Martyred for the Gospel
The burning of Tharchbishop of Cant. D. Tho. Cranmer in the town dich at Oxford, with his hand first thrust into the fyre, wherwith he subscribed before. [Click on the picture to see Cranmer's last words.]

Daily Bible Verse

Sunday, January 24, 2016

Dr. Gordon H. Clark and the Axiom of Scripture as a Logical System


"The unity of truth is preserved without sacrificing the clarity and distinctness of several truths because truth is conceived as a system of truths." 
 
"This doctrine of the eternal decree underlies not only the doctrine of perseverance of the saints, but also that of effectual calling, the necessity and nature of regeneration, the gifts of saving faith, and in short the whole gospel."


"For the whole Gospel is not just a few disjointed truths.  It is an ordered and logical system.  Each part bears on each other part." -- Dr. Gordon H. Clark


Oddly enough when reading the blogs of others professing to be Clarkian Scripturalists or Clarkian presuppositionalists one almost never finds any mention of Clark's most basic philosophical principle that logic and propositions formed in the mind can and should be organized into a logical system.  Truth cannot be isolated into unrelated parts or aggregates that have no relation to the other parts.  This would result essentially in chaos and irrationalism, even if the isolated proposition happens to be a valid one.  For example, Dr. Clark's last book, The Incarnation, further defined and clarified the doctrine of the incarnation of Christ and attempted to harmonize the apparent difficulties in the doctrine as it appears to be paradoxical that Jesus Christ could be both a fully human person and man, while at the same time being a fully divine Person within the Tri-unity of one God who is also three distinct Persons:  Father, Son and Holy Spirit.  One self-professed Scripturalist suggested that Dr. Clark had been totally wrong in all of his previous writings on The Atonement, The Trinity, and several other books where Clark held that Christ is one Person.  This is of course somewhat true.  But what the blogger does not say or believe is that Clark was pointing out that the word "person" as it was understood previously in the Chalcedonian Definition of 451 A.D. was not a clearly defined word.  Clark did not completely reject the Westminster Confession of Faith or the Chalcedonian creed but simply wanted to define terms and reconcile the apparent paradox.  His final view was that Jesus Christ was two persons, a fully human person and a fully divine Person, the divine Logos.  (See:  Was Gordon H. Clark a Nestorian? by Gary Crampton and Kenneth Talbot).  This is because Dr. Clark was a systematic and logical thinker.  His basic point of view is that logical propositions should not violate the law of contradiction.   But more about that in another blog post later. 
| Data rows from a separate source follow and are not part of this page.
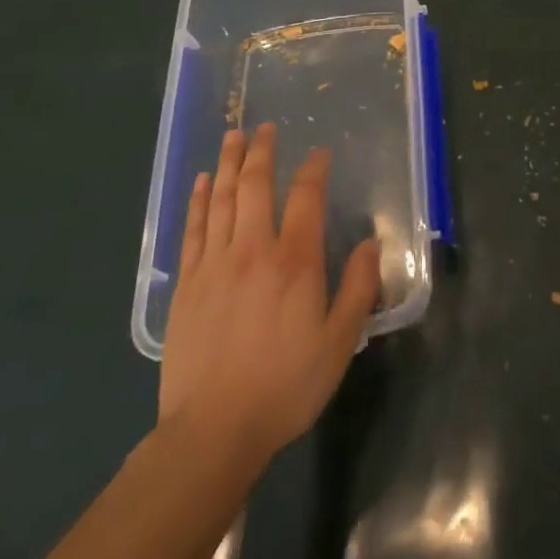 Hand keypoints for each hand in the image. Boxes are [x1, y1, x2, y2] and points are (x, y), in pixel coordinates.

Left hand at [159, 124, 380, 464]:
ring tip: (232, 137)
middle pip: (255, 185)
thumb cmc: (285, 386)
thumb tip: (372, 243)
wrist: (213, 431)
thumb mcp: (340, 342)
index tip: (319, 154)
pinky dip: (197, 201)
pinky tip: (200, 183)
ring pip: (221, 199)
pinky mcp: (186, 284)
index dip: (314, 169)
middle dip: (261, 151)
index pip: (306, 197)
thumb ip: (358, 288)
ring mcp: (214, 264)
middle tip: (264, 127)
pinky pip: (193, 229)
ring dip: (227, 164)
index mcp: (295, 261)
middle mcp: (254, 249) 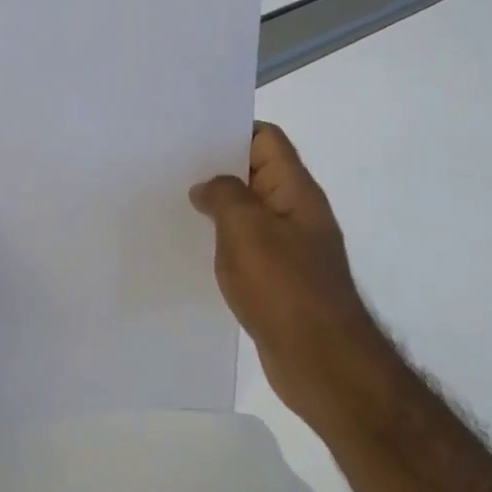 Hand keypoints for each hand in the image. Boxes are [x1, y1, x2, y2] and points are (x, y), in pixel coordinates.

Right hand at [190, 124, 385, 426]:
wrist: (321, 361)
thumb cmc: (284, 287)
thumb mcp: (246, 229)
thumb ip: (224, 195)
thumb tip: (207, 188)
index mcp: (295, 191)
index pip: (267, 139)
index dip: (232, 129)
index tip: (189, 135)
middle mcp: (296, 212)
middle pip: (255, 173)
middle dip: (216, 168)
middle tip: (169, 167)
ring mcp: (289, 247)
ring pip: (248, 212)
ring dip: (216, 207)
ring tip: (173, 203)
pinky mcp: (279, 279)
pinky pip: (246, 246)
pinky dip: (222, 241)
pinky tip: (193, 248) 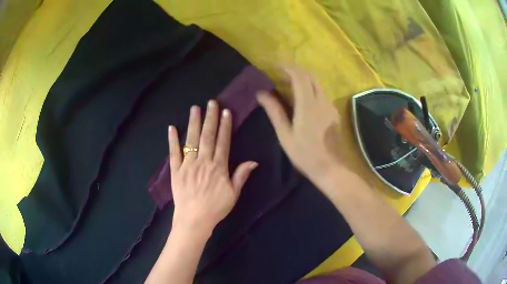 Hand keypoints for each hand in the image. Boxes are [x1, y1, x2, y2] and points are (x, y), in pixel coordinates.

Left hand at [168, 100, 257, 235]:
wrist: (194, 220)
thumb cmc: (216, 208)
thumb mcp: (233, 194)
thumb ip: (241, 175)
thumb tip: (253, 161)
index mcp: (218, 167)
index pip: (223, 141)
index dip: (225, 126)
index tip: (225, 112)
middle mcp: (203, 161)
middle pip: (207, 136)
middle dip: (210, 118)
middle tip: (211, 102)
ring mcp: (187, 164)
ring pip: (191, 140)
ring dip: (193, 123)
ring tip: (195, 108)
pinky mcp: (175, 170)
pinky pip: (173, 153)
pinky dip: (172, 140)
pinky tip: (172, 128)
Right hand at [257, 67, 341, 180]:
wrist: (330, 167)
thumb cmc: (304, 154)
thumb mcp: (285, 134)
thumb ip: (275, 111)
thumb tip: (261, 93)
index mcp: (307, 105)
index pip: (299, 77)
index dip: (288, 68)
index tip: (277, 66)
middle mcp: (321, 100)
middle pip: (311, 76)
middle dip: (297, 70)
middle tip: (283, 73)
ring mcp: (330, 105)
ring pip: (318, 83)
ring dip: (305, 78)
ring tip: (291, 83)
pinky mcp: (334, 112)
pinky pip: (322, 92)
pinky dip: (312, 87)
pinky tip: (304, 97) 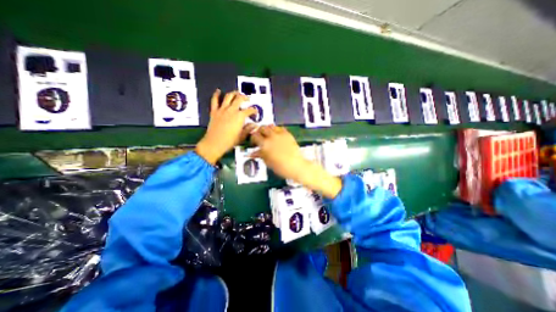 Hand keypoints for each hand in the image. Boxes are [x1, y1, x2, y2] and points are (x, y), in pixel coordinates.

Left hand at [194, 89, 256, 163]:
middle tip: (247, 99)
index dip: (254, 111)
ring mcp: (222, 110)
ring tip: (237, 93)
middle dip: (245, 98)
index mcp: (240, 117)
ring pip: (228, 96)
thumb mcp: (242, 136)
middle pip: (239, 99)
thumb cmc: (229, 141)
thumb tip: (254, 125)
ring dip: (234, 93)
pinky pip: (215, 100)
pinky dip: (216, 94)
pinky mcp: (214, 111)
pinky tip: (218, 91)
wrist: (214, 143)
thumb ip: (248, 129)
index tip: (255, 112)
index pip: (249, 110)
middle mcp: (231, 111)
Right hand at [250, 126, 305, 179]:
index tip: (254, 142)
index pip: (255, 135)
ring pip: (271, 126)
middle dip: (260, 131)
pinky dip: (277, 129)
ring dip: (268, 129)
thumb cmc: (280, 167)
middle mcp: (271, 136)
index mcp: (264, 144)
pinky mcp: (287, 134)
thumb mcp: (267, 161)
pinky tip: (277, 135)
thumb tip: (253, 153)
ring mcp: (280, 134)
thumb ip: (260, 154)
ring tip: (268, 135)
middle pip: (262, 128)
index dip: (253, 138)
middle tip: (261, 137)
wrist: (295, 165)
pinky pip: (280, 127) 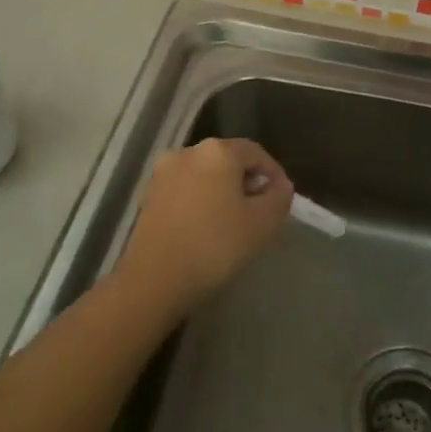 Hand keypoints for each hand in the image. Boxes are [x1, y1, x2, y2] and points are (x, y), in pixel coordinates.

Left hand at [117, 137, 293, 311]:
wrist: (154, 280)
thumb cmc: (215, 245)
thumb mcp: (263, 223)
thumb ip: (279, 198)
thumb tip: (280, 186)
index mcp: (217, 151)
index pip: (256, 153)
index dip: (274, 174)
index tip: (282, 200)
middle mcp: (187, 152)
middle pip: (228, 161)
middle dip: (247, 183)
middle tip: (261, 213)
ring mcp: (162, 174)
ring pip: (205, 176)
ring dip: (223, 193)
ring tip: (235, 224)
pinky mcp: (148, 196)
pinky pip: (185, 191)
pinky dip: (201, 202)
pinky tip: (207, 229) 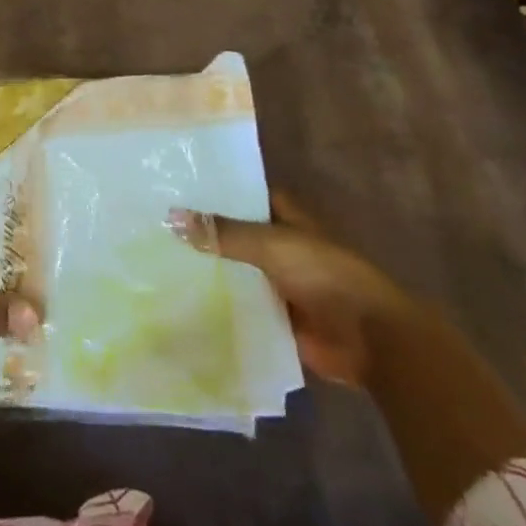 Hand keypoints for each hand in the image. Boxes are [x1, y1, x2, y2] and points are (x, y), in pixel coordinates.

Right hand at [172, 193, 414, 387]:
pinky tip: (182, 304)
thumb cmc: (324, 274)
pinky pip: (242, 309)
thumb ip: (223, 233)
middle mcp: (281, 247)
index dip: (215, 191)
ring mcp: (279, 284)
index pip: (245, 195)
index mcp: (285, 218)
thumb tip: (170, 215)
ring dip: (210, 272)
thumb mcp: (270, 245)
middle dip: (205, 234)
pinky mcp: (277, 319)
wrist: (369, 338)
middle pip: (236, 235)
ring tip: (158, 264)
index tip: (175, 187)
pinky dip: (220, 308)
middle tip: (155, 227)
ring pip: (237, 273)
[Nota Bene:  My own opinion of Dr. Clark's book, The Incarnation, has evolved and changed over time.  I now fully agree with Dr. Clark's definition of person as a system of propositions that the person thinks.  You can read one of my earlier posts before I fully embraced Clark's view here.]

However, the point I want to make here is that those who claim to accept Dr. Clark's axiom of Scripture, while rejecting Dr. Clark's views on the Westminster Confession of Faith as a system of propositional truth deduced from the Bible, have no valid claim or profession in regards to holding to Clark's views.  That is because logical systems are consistent with all the parts.  Just as isolating one proposition from the multiplication tables, such as 2 x 2 = 4, and rejecting the rest of the table would be irrational, so to isolate certain aspects of Dr. Clark's philosophy and theology from the rest of his theological system would also be irrational.  The fact is Dr. Clark fully approved of the Westminster Standards with only a few minor points of disagreement.  One of those points of disagreement was the definition of the word infallible in regards to one's assurance of salvation.  But more about that in another post.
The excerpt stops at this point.